=== Begin Enclosure ===

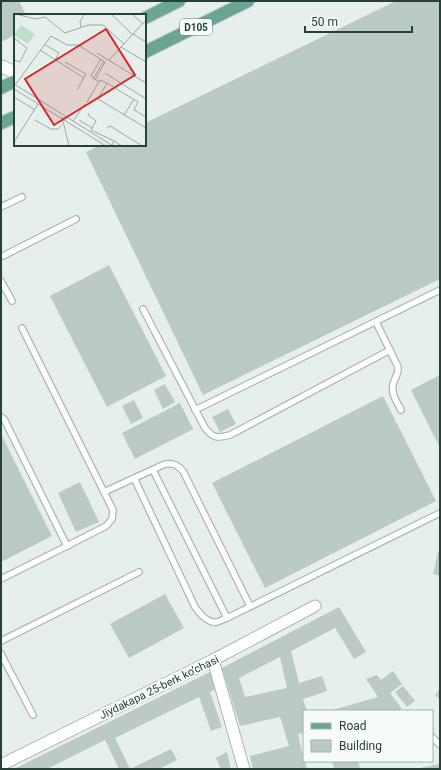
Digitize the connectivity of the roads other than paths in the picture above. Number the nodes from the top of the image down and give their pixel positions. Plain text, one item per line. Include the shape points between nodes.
1 (179, 1) edge
2 (248, 1) edge
3 (146, 18) edge
4 (146, 52) edge
5 (1, 66) edge
6 (14, 73) edge
7 (14, 82) edge
8 (1, 88) edge
9 (14, 117) edge
10 (1, 124) edge
11 (22, 197) dead end
12 (1, 208) edge
13 (76, 219) dead end
14 (2, 257) edge
15 (1, 281) edge
16 (440, 290) edge
17 (12, 301) dead end
18 (142, 309) dead end
19 (376, 322) junction
20 (22, 328) dead end
21 (390, 350) junction
22 (195, 410) junction
23 (401, 410) dead end
24 (1, 417) edge
25 (153, 470) junction
26 (134, 478) junction
27 (104, 492) junction
28 (440, 513) edge
29 (67, 546) junction
30 (139, 572) dead end
31 (1, 579) edge
32 (250, 606) junction
33 (315, 606) dead end
34 (227, 618) junction
35 (1, 641) edge
36 (1, 654) edge
37 (213, 660) junction
38 (33, 715) dead end
39 (1, 765) edge
40 (244, 769) edge

1 - 3 main road
2 - 4 main road, D105
5 - 6 main road
7 - 8 main road
9 - 10 main road
11 - 12 lane
13 - 14 lane
15 - 17 lane
16 - 19 lane
18 - 22 lane
19 - 21 lane
19 - 22 lane
20 - 27 lane
21 - 22 lane via 230,435 218,438 211,435
21 - 23 lane via 398,367 392,386 393,394
24 - 29 lane
25 - 26 lane
25 - 32 lane via 173,463 183,471
25 - 34 lane
26 - 27 lane
26 - 34 lane via 195,607 209,620 216,622
27 - 29 lane via 113,510 112,519 106,526
28 - 32 lane
29 - 31 lane
30 - 35 lane
32 - 34 lane
33 - 37 street, Jiydakapa 25-berk koʼchasi
36 - 38 lane
37 - 39 street, Jiydakapa 25-berk koʼchasi
37 - 40 street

=== End Enclosure ===

YOUR ASSIGNMENT: Write out the whole listing again, exactly, with no pictures.

EXERCISE RESULT:
Digitize the connectivity of the roads other than paths in the picture above. Number the nodes from the top of the image down and give their pixel positions. Plain text, one item per line. Include the shape points between nodes.
1 (179, 1) edge
2 (248, 1) edge
3 (146, 18) edge
4 (146, 52) edge
5 (1, 66) edge
6 (14, 73) edge
7 (14, 82) edge
8 (1, 88) edge
9 (14, 117) edge
10 (1, 124) edge
11 (22, 197) dead end
12 (1, 208) edge
13 (76, 219) dead end
14 (2, 257) edge
15 (1, 281) edge
16 (440, 290) edge
17 (12, 301) dead end
18 (142, 309) dead end
19 (376, 322) junction
20 (22, 328) dead end
21 (390, 350) junction
22 (195, 410) junction
23 (401, 410) dead end
24 (1, 417) edge
25 (153, 470) junction
26 (134, 478) junction
27 (104, 492) junction
28 (440, 513) edge
29 (67, 546) junction
30 (139, 572) dead end
31 (1, 579) edge
32 (250, 606) junction
33 (315, 606) dead end
34 (227, 618) junction
35 (1, 641) edge
36 (1, 654) edge
37 (213, 660) junction
38 (33, 715) dead end
39 (1, 765) edge
40 (244, 769) edge

1 - 3 main road
2 - 4 main road, D105
5 - 6 main road
7 - 8 main road
9 - 10 main road
11 - 12 lane
13 - 14 lane
15 - 17 lane
16 - 19 lane
18 - 22 lane
19 - 21 lane
19 - 22 lane
20 - 27 lane
21 - 22 lane via 230,435 218,438 211,435
21 - 23 lane via 398,367 392,386 393,394
24 - 29 lane
25 - 26 lane
25 - 32 lane via 173,463 183,471
25 - 34 lane
26 - 27 lane
26 - 34 lane via 195,607 209,620 216,622
27 - 29 lane via 113,510 112,519 106,526
28 - 32 lane
29 - 31 lane
30 - 35 lane
32 - 34 lane
33 - 37 street, Jiydakapa 25-berk koʼchasi
36 - 38 lane
37 - 39 street, Jiydakapa 25-berk koʼchasi
37 - 40 street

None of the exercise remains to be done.